Sudanese President al-Bashir told a news conference with Mbeki that UN forces were unacceptable because they would come to Sudan with colonial and imperial ambitions.
"We do not reject the United Nations, but in no way will we accept UN troops because ... these troops have an imperial and colonial agenda. Changing this mission to the United Nations will never happen, never ever happen," he said.
Bashir said "if the UN is realy serious to deal with us they had to come before taking their decision under chapter seven and talk with us".
Mbeki said South Africa wanted to see the United Nations assist in a way agreed by the government and the African Union.
Photo: S. Africa's President Thabo Mbeki (L) and his Sudanese counterpart Omar Hassan al-Bashir address the media in Sudan's capital Khartoum June 20, 2006. (Reuters) Full report Sudan Tribune June 22, 2006.

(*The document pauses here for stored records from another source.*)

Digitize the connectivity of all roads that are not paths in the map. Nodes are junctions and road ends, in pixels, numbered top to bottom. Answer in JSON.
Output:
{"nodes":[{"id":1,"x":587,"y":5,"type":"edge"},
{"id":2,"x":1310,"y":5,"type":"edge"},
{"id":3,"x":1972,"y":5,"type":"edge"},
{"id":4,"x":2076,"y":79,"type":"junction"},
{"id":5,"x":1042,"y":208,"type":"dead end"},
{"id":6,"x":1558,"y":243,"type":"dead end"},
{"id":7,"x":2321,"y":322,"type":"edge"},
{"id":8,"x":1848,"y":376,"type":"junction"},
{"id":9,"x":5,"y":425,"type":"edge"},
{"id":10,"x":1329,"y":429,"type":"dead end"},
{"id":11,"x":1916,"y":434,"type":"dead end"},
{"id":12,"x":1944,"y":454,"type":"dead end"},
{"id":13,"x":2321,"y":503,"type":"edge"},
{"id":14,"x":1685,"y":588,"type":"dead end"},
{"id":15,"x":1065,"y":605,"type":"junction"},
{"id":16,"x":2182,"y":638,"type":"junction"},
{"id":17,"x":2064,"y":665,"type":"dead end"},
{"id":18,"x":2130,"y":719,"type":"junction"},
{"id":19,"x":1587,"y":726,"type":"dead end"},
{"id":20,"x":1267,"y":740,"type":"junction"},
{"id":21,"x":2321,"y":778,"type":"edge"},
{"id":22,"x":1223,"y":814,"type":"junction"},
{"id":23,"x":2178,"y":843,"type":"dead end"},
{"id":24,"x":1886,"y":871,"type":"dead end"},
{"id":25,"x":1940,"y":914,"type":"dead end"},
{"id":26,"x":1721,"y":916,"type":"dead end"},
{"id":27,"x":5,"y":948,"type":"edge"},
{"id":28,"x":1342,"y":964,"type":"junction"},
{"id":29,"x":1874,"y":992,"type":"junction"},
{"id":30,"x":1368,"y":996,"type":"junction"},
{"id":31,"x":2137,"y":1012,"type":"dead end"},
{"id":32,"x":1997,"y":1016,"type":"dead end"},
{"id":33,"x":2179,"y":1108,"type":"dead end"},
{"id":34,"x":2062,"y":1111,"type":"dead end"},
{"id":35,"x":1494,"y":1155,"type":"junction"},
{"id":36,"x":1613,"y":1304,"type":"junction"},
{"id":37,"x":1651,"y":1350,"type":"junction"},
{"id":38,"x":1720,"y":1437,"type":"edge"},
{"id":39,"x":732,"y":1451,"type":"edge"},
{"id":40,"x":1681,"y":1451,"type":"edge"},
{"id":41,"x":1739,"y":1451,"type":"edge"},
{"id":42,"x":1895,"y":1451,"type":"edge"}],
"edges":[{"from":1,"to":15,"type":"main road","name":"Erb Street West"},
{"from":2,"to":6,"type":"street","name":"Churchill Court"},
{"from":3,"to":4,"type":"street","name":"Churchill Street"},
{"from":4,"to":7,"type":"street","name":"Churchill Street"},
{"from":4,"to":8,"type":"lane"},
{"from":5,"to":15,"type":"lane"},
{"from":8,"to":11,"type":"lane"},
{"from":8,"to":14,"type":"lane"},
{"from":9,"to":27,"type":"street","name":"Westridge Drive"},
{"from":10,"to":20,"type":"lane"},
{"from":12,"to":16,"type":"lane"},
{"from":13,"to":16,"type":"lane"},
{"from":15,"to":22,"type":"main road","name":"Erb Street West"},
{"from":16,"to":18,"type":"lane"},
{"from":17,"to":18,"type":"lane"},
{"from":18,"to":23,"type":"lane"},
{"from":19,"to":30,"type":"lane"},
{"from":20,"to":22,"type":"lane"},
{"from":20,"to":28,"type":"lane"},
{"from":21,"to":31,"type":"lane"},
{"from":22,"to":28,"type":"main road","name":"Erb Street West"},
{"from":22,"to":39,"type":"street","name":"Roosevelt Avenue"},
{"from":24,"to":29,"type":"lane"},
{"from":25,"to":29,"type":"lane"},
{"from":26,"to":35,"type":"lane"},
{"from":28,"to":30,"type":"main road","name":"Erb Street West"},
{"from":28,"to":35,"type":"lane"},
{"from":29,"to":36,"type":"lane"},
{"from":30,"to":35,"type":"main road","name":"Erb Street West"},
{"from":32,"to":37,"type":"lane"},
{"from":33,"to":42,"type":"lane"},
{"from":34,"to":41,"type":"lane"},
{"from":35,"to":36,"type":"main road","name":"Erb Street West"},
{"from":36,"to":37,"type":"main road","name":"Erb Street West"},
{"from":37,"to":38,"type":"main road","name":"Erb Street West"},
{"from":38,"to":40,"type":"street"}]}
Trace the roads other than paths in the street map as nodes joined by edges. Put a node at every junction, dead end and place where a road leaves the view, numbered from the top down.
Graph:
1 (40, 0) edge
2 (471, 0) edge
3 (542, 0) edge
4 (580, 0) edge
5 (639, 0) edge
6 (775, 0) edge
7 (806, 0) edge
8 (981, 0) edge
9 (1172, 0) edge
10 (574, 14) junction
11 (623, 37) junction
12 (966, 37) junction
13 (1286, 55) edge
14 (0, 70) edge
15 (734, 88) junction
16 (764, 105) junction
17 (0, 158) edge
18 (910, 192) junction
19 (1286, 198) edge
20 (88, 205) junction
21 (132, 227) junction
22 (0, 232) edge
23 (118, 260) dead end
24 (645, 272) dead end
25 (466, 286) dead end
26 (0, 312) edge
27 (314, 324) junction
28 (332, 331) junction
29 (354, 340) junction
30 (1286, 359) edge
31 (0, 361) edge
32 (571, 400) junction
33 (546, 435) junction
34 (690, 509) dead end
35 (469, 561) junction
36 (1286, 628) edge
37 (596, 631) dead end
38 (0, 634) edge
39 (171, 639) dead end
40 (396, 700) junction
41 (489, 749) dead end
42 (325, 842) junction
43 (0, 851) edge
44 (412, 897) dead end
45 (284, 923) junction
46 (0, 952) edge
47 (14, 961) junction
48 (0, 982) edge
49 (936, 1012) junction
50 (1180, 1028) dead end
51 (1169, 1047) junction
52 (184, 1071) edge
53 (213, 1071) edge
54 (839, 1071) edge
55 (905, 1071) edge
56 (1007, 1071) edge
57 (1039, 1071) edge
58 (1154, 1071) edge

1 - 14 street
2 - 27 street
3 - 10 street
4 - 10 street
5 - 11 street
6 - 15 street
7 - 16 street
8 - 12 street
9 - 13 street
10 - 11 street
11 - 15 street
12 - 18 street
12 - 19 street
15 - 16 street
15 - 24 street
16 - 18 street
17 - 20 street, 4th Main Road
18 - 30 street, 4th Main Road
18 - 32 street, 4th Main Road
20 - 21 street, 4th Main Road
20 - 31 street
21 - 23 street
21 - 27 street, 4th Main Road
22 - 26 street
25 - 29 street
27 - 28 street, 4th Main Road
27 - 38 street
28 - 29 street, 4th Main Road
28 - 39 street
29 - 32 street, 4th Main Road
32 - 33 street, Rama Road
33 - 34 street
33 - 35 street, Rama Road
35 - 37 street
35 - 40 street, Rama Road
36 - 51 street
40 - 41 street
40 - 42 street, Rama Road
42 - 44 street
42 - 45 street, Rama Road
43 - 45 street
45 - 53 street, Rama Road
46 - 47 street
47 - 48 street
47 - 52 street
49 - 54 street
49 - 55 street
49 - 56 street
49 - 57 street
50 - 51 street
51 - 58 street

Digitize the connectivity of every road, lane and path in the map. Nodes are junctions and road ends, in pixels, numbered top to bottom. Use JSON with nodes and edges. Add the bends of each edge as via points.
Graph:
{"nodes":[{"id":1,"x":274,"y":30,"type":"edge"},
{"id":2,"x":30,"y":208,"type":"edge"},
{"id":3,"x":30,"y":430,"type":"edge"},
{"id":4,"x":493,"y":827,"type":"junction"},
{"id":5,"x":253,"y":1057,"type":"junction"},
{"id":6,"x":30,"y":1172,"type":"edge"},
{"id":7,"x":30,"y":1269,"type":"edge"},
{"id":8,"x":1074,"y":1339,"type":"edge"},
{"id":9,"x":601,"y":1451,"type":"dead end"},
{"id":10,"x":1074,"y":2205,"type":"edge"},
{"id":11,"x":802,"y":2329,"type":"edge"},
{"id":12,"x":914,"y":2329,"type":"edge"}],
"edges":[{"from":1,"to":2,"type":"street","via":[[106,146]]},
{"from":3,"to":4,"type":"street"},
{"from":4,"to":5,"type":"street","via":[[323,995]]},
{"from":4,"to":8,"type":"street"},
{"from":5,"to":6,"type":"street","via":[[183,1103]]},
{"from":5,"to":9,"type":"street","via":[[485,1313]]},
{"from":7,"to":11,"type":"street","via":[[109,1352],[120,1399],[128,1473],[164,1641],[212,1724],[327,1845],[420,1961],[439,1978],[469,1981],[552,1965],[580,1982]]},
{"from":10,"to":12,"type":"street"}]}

UPDATE: June 22 2006 Reuters report via Sudan Tribune - Sudan has not shut door on UN troops - South Africa : Nkosazana Dlamini Zuma, South Africa's FM, told Reuters that Sudan's main complaint was that the UN had consulted virtually everyone on the Darfur situation but ignored Khartoum. "Khartoum's concern was that the UN had never discussed the deployment with Sudan as a country. The UN talked to the AU, to us, and to everyone else but not to the Sudanese and they felt that was not right," Dlamini Zuma said.
"That was the cause of the suspicion by the Sudanese of what the UN's motives might be. They are not against the UN but they need to be convinced that the deployment is necessary."